On the question of politics, the results were 20 per cent good influence and 16 per cent bad with 55 per cent choosing not to answer.  In terms of education, once again a majority chose not to answer the question (43pc) while 38 per cent thought the rising use of the Internet is a good influence.  Only 16 per cent thought it has a bad influence on education.

The PEW Research has conducted the survey, which was carried out from March 17 to June 5, 2014 using face-to-face interviews with chosen respondents.  The survey was conducted in a total of 32 countries.  The PEW centre’s research used a sample of 1,203 respondents for its survey on Pakistan who were chosen from different parts of the country.  The most interesting result of the survey is perhaps in how Pakistanis perceive the Internet affects morality. Only 20 per cent thought it has a good influence while 31 per cent believe the growing use of the Internet is having a bad influence.
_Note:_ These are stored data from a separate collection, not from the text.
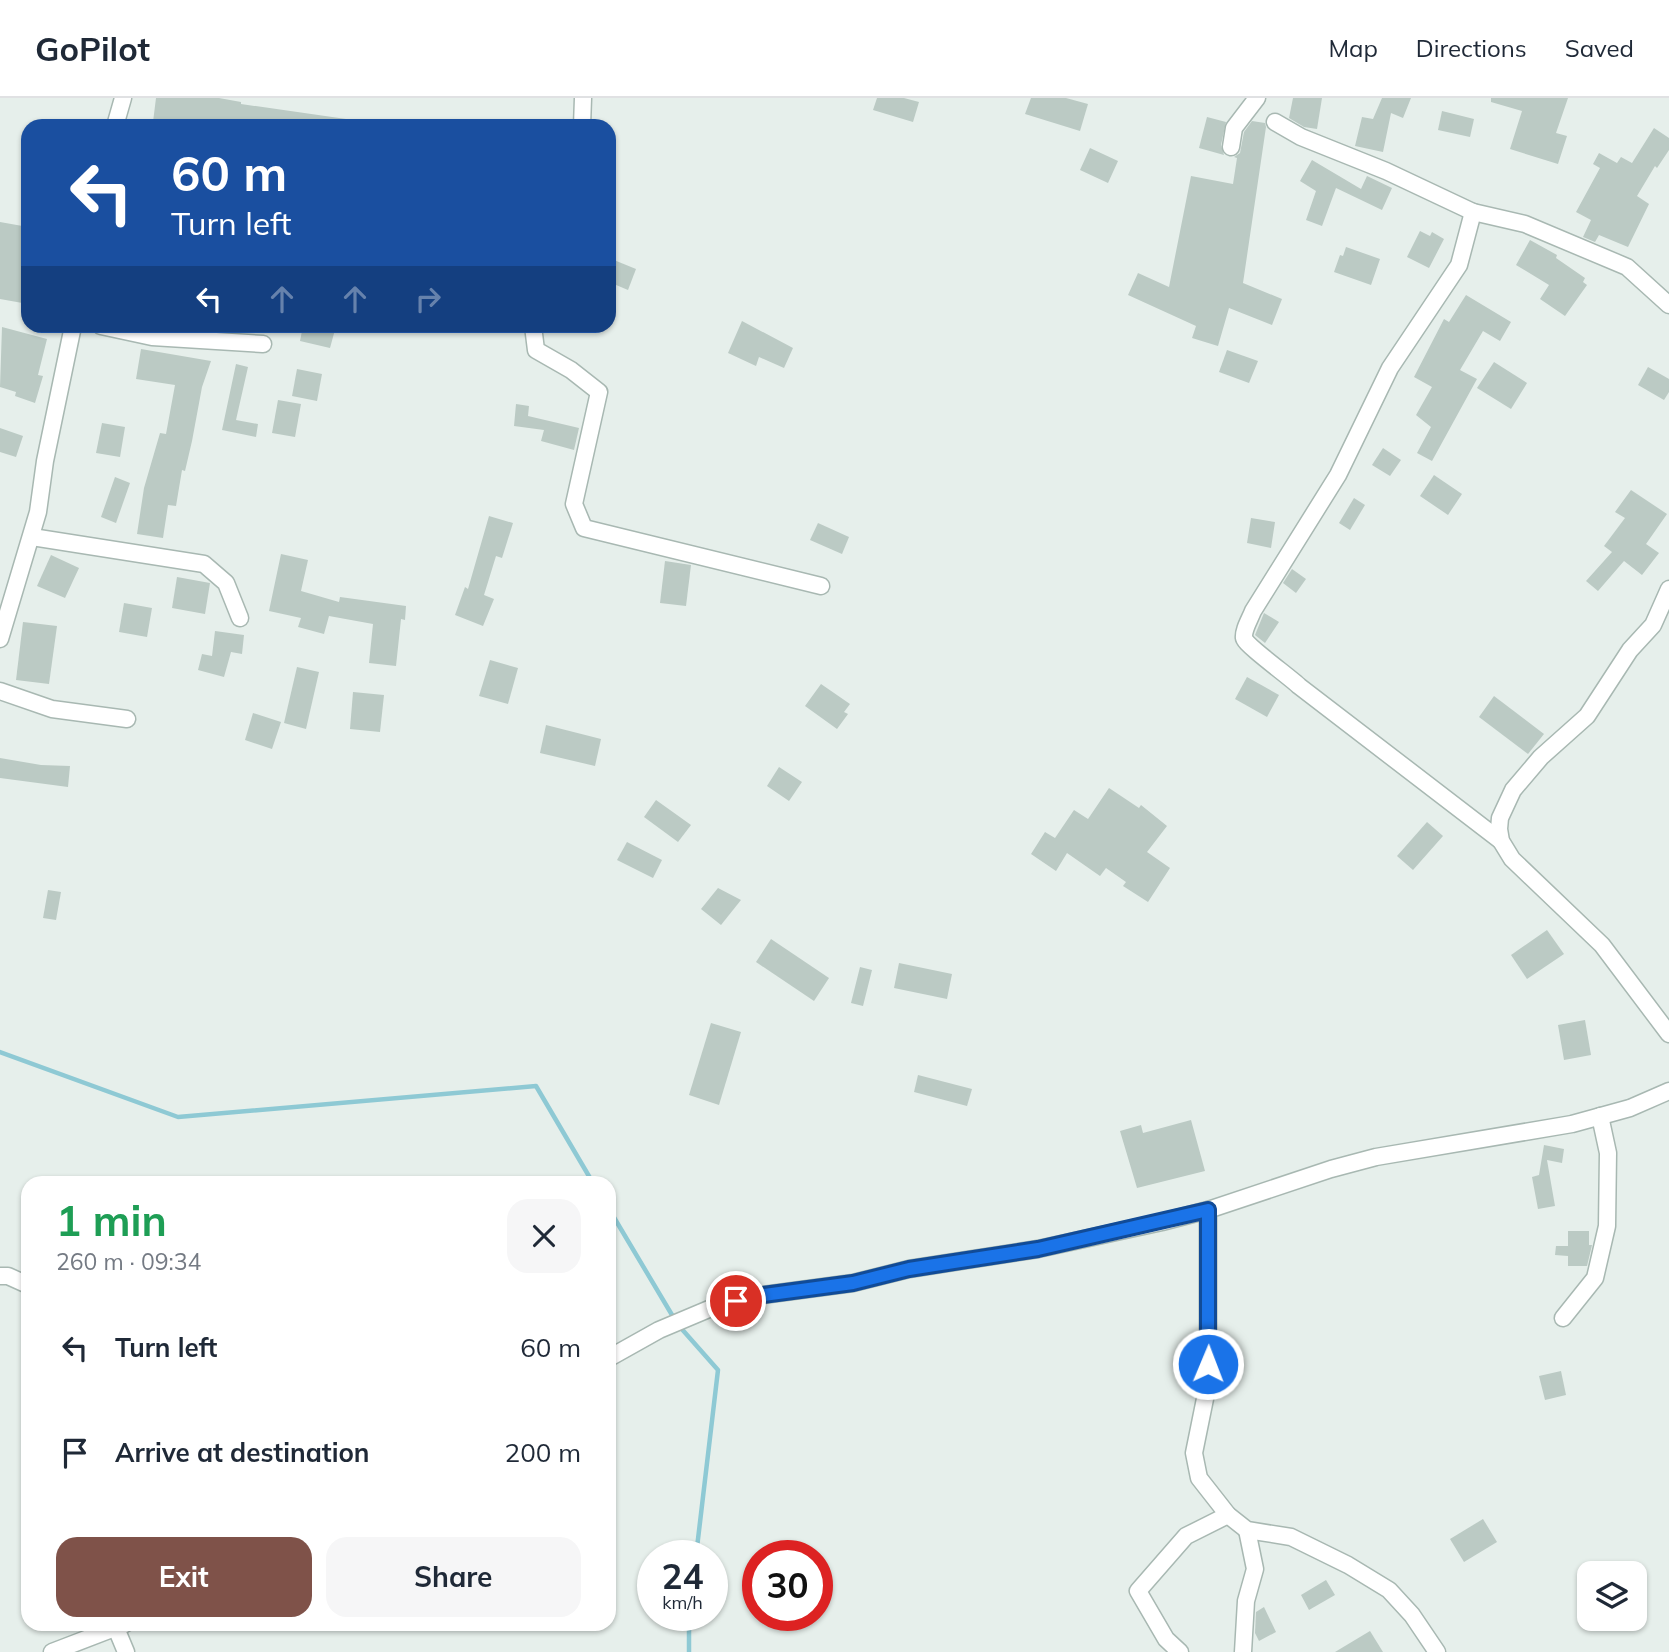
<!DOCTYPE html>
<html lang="en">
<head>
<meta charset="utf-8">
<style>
	:root { --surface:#fff; --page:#f6f6f7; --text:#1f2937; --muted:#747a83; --line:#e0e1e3; --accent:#7f5249 }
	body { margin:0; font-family:Mulish,sans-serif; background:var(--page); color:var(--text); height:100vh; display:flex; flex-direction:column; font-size:26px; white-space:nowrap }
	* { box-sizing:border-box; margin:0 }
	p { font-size:23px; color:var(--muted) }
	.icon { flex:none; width:38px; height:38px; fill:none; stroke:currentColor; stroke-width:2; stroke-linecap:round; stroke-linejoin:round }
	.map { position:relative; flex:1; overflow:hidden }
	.drawer { position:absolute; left:21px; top:1078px; width:595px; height:455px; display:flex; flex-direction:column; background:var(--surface); border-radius:21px; box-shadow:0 2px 5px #0004 }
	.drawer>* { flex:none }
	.banner { position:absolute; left:21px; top:21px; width:595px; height:214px; border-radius:21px; box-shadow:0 2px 5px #0004; background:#1a4fa0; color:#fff; overflow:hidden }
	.fabs { position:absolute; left:1577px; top:1463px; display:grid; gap:14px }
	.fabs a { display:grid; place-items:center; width:70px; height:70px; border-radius:14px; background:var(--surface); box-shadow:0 2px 5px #0004; font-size:35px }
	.speed { position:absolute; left:637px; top:1442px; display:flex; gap:14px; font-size:35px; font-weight:700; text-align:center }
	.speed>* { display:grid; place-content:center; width:91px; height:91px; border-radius:50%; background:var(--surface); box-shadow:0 2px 5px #0004; line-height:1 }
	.speed small { font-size:18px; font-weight:400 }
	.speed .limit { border:10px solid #d22; background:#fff; color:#111 }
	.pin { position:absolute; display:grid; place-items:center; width:60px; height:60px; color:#fff; margin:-30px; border:4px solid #fff; border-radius:50%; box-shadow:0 2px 7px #0007 }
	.me { position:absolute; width:77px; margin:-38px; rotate:1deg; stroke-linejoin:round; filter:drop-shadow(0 0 5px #0008) }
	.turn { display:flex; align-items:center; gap:24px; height:147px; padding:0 35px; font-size:32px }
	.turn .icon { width:91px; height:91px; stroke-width:2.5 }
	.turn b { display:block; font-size:49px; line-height:60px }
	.lanes { display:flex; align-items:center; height:66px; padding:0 35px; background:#0003; justify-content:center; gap:35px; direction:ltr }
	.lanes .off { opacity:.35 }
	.round { display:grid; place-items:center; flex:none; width:74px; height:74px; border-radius:21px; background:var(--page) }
	.head { display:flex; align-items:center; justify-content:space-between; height:119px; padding:0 35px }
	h1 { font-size:42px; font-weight:700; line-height:52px; color:#1e9e55 }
	.primary-button { display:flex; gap:14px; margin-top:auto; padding:14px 35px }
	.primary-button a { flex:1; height:80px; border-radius:21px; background:var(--accent); color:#fff; font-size:28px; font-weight:700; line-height:80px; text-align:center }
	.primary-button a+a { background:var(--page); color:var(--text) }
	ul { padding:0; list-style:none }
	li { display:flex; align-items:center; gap:21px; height:105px; padding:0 35px }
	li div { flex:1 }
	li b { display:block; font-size:26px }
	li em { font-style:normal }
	header { display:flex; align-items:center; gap:42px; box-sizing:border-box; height:98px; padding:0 35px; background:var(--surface); border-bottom:2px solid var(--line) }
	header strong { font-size:33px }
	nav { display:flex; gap:38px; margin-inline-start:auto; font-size:24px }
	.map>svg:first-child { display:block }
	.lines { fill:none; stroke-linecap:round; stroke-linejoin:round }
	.stream { stroke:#8ec9d4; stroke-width:4.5 }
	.building { fill:#bbcac4 }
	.minor-casing { stroke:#a8b8b2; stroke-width:19 }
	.minor { stroke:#fff; stroke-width:16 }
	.route-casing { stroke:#114b97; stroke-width:18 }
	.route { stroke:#1a73e8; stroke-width:12 }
</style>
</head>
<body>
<header>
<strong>GoPilot</strong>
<nav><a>Map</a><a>Directions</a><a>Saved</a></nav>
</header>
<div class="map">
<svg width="1669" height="1554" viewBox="0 0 1669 1554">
	<rect width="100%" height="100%" fill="#e6efeb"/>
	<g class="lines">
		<g class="stream">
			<polyline points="0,954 178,1019 536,988 593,1085"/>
			<polyline points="609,1111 675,1222"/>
			<polyline points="680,1229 718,1272 696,1458"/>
			<polyline points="689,1554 689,1517"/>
		</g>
	</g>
	<g class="building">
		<polygon points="156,0 219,0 241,4 241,6 346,21 345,28 189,28 153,24"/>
		<polygon points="877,0 904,0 919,4 913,24 873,12"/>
		<polygon points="1031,0 1066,0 1088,6 1080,33 1025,16"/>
		<polygon points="1293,0 1322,0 1317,31 1304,29 1289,20"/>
		<polygon points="1382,0 1411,0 1403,20 1391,15 1383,54 1355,48 1362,19 1373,21"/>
		<polygon points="1491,0 1568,0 1556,35 1567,38 1558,66 1510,51 1522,13 1491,4"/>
		<polygon points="1442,13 1474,21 1470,39 1438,32"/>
		<polygon points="1207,19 1226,24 1221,47 1224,57 1199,50"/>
		<polygon points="1252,23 1265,25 1266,29 1243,185 1282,201 1272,227 1229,210 1218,248 1192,240 1196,228 1128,197 1138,175 1169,189 1191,78 1233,86 1237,60 1234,59 1240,55 1244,34"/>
		<polygon points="1654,30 1669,40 1669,52 1657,70 1655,68 1637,98 1649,106 1628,149 1599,137 1595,144 1583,139 1591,122 1576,114 1600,70 1593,66 1599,55 1617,65 1621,59 1632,65"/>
		<polygon points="1090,50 1118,63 1108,85 1080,72"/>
		<polygon points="1312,62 1361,91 1367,78 1392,90 1382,112 1336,90 1322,128 1306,122 1316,93 1300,83"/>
		<polygon points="0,124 28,129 28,206 0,201"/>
		<polygon points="1420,133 1430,138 1432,134 1444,141 1429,170 1407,159"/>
		<polygon points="1530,142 1557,157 1556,160 1585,180 1583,184 1587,187 1565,218 1540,201 1549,187 1516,167"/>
		<polygon points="1346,149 1380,161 1371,187 1334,174 1340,157 1343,158"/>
		<polygon points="609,160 636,171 628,192 609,184"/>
		<polygon points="1466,197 1511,224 1500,243 1483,233 1460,272 1477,281 1432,363 1417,355 1431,329 1416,317 1432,289 1414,279 1444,221 1449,224"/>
		<polygon points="742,223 793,250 784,270 759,259 756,268 728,255"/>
		<polygon points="303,228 336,228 330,250 300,243"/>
		<polygon points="2,229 47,241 38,277 43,278 35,305 15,298 16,294 0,289"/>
		<polygon points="141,251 211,263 202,289 192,343 185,373 182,372 176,408 168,407 163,440 137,436 144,390 160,335 166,336 175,287 136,281"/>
		<polygon points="1227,252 1258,263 1249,285 1219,274"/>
		<polygon points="1494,264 1527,285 1511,311 1477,290"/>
		<polygon points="236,266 248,269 236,322 258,326 256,339 222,332"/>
		<polygon points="1648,269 1669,281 1669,294 1664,302 1638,287"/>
		<polygon points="297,271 322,276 317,303 292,298"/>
		<polygon points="278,302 301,306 295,339 272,335"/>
		<polygon points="516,306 529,308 528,318 579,330 574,352 541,343 544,332 514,328"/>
		<polygon points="102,325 125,329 120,359 96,355"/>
		<polygon points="0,330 23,338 16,359 0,354"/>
		<polygon points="1383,350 1401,362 1390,378 1372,367"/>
		<polygon points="1434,377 1462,396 1448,417 1420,398"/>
		<polygon points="115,379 130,385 116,425 101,419"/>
		<polygon points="1631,392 1667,416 1646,446 1659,455 1642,477 1624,463 1598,493 1586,483 1612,454 1604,448 1625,420 1615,414"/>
		<polygon points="1354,400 1365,407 1350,432 1339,425"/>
		<polygon points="489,418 513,425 502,460 496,458 484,497 494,501 483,528 455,517 465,489 468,491"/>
		<polygon points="1251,420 1275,424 1271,450 1247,445"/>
		<polygon points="818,425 849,439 842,456 810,442"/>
		<polygon points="281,456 308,462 301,493 339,504 340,499 406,508 405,522 401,521 396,568 369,565 373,526 329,518 324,536 298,529 301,520 269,513"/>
		<polygon points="51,457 79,470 65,500 37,488"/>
		<polygon points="665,463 691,467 686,508 660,505"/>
		<polygon points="1292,471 1306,481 1296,495 1283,485"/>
		<polygon points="177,479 210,485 205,516 172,510"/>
		<polygon points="124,505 152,510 147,539 119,534"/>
		<polygon points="1264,515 1279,524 1265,545 1255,537"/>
		<polygon points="23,524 57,528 49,586 16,582"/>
		<polygon points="215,533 244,537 242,556 231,554 224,579 198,572 202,556 212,558"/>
		<polygon points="490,562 518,570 508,606 479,598"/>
		<polygon points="297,569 319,574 306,631 284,625"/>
		<polygon points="1247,579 1279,597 1267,619 1235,601"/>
		<polygon points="821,586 850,606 844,614 848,616 837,631 805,608"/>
		<polygon points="353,594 384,597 380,634 350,631"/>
		<polygon points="1494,598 1544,636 1528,656 1479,619"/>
		<polygon points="253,615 281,624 272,651 245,642"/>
		<polygon points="546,627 601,641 595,668 540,655"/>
		<polygon points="0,660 41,667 70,668 68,689 0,680"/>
		<polygon points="779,669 802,684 789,703 767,688"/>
		<polygon points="1109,690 1139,710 1141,707 1167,728 1147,754 1170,770 1148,804 1123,788 1126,784 1106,770 1100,778 1067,755 1056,773 1031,756 1045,734 1055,740 1074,712 1088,721"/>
		<polygon points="656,702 691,727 678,744 644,719"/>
		<polygon points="1427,724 1443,738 1413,772 1397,758"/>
		<polygon points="627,744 662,762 653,780 617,762"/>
		<polygon points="718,790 741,802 721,827 701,811"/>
		<polygon points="48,792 61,794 56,822 43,820"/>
		<polygon points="1547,832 1564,856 1527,881 1511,857"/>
		<polygon points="771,841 829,880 814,903 756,864"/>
		<polygon points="899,865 952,876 947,901 894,890"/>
		<polygon points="860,869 872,872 863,908 851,905"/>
		<polygon points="1585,922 1591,957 1564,962 1558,927"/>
		<polygon points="711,925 741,934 719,1007 689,997"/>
		<polygon points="918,977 972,991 967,1008 914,994"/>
		<polygon points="1191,1022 1205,1073 1137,1090 1120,1033 1141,1027 1143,1035"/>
		<polygon points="1544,1047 1564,1051 1562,1065 1547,1062 1555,1108 1538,1111 1532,1079 1539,1077"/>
		<polygon points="1568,1133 1589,1133 1589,1147 1592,1147 1587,1168 1568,1168 1568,1158 1555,1157 1556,1148 1568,1148"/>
		<polygon points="1561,1273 1566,1297 1545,1302 1539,1278"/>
		<polygon points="1483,1421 1497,1444 1464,1464 1450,1441"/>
		<polygon points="1326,1482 1335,1497 1309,1512 1301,1497"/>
		<polygon points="1264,1509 1276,1534 1259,1543 1255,1535 1256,1514"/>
		<polygon points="1370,1533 1383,1554 1335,1554"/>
	</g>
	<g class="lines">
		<g class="minor-casing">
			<g id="minor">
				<polyline points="1275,24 1301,39 1386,73 1473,114 1525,126 1627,169 1669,207"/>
				<polyline points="115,28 123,0"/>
				<polyline points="582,28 583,0"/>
				<polyline points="1231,49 1234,30 1257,0"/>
				<path d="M1473,114L1459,167L1390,270L1338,377L1253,513C1250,521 1243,532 1244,540C1244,546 1291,580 1299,588L1501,743"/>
				<polyline points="101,228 152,239 263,246"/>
				<polyline points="533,228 536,252 571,272 599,294 574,406 584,430 821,488"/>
				<polyline points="32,439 204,466 226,485 240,520"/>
				<polyline points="1669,491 1653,527 1630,552 1587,618 1541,659 1513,692 1500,720 1499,731 1501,743 1512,761 1602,847 1669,936"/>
				<polyline points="0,541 38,414 45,363 73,228"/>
				<polyline points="0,593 52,611 127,621"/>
				<polyline points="1208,1112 1208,1286 1194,1355 1199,1380 1228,1417 1247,1432 1291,1439 1348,1467 1389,1492 1412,1517 1437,1554"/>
				<polyline points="0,1178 8,1178 28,1187"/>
				<polyline points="1563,1220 1595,1180 1607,1128 1608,1055 1600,1018"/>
				<polyline points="609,1260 659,1232 716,1208 756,1198 853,1185 909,1171 1038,1151 1162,1124 1208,1112 1331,1071 1376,1059 1572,1026 1630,1010 1669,993"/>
				<polyline points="116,1530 126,1554"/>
				<polyline points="52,1554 125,1526"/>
				<polyline points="1180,1554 1166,1541 1138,1493 1186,1438 1228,1417"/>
				<polyline points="1243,1554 1246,1503 1255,1471 1247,1432"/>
			</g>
		</g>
		<use href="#minor" class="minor"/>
	</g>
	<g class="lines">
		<g class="route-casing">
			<polyline id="route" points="736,1203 756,1198 853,1185 909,1171 1038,1151 1208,1112 1208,1266"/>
		</g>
		<use href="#route" class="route"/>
	</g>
</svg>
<div class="fabs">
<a><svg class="icon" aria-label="layers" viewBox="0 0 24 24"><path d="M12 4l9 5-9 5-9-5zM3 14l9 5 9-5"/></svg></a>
</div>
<div class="speed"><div>24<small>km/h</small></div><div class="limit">30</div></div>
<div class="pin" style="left:736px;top:1203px;background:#d93025"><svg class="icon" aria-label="arrive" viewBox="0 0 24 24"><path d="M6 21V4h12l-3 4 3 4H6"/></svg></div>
<svg class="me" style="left:1208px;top:1266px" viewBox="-20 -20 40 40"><circle r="17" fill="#1a73e8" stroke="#fff" stroke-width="3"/><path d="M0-11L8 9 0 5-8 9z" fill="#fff"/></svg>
<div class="banner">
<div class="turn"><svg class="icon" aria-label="left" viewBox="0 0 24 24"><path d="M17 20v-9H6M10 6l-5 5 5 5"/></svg><div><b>60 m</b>Turn left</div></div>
<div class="lanes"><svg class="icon" aria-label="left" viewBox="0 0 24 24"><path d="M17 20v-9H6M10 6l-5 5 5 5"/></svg><svg class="icon off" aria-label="ahead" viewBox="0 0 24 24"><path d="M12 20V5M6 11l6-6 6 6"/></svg><svg class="icon off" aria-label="ahead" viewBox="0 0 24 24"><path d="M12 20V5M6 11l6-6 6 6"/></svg><svg class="icon off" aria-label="right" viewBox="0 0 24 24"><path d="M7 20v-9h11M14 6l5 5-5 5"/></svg></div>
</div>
<section class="drawer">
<div class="head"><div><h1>1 min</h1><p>260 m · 09:34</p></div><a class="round"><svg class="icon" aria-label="close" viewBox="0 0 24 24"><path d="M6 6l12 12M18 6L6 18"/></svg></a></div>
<ul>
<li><svg class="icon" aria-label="left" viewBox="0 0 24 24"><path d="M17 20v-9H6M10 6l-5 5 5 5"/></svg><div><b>Turn left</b></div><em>60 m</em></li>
<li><svg class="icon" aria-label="arrive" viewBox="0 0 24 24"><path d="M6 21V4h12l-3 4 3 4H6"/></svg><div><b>Arrive at destination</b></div><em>200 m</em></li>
</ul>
<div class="primary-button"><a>Exit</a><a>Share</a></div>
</section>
</div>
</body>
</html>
According to official figures, almost 19 per cent of Pakistan’s population has access to the Internet with over 3.79 million broadband subscribers at the end of 2014.

However, with regard to Internet access, the survey portrays a completely different picture as a whopping 92 per cent said that they do not access the Internet while only 8 per cent said they have access to the Internet, at least occasionally.

The report also found that only 3 per cent of Pakistanis have a landline at home while the remaining 97 per cent have no landline.

The survey results also showed a rather interesting picture of Internet usage and perception, which vary according to the respondent’s income, age and education.

The research found that people with a higher level of education were most likely to use the Internet than those with lower or no education.

The report says:  “Internet access and smart phone ownership rates in these emerging and developing nations are greatest among the well-educated and the young, i.e. those 18- to 34-year-olds who came of age in an era of massive technological advancement. People who read or speak English are also more likely to access to the Internet.”

This is not surprising, especially for a country like Pakistan where speaking English is considered an extraordinary feat.

Similar to education, per-capita income and age also play a great role in number of people using the Internet. The report found, “Richer countries in terms of gross domestic product per capita have more Internet users among the adult population compared with poorer nations. Age also impacts whether someone uses the Internet - older people are less likely to report using the

Internet than their younger counterparts.”

With regard to mobile phone ownership in Pakistan, the survey found that interestingly, a large percentage of the Pakistani respondents said they did not own a cell phone. According to the report, 53 per cent of the respondents do not have a cell phone, while 43 per cent own dumb phones and only 4% said they own a smart phone.

On the other hand, Pakistan Telecommunication Authority’s (PTA) 2014 annual report stated, “Mobile penetration has reached 76.6 per cent with 139.9 million subscribers at the end of June 2014.”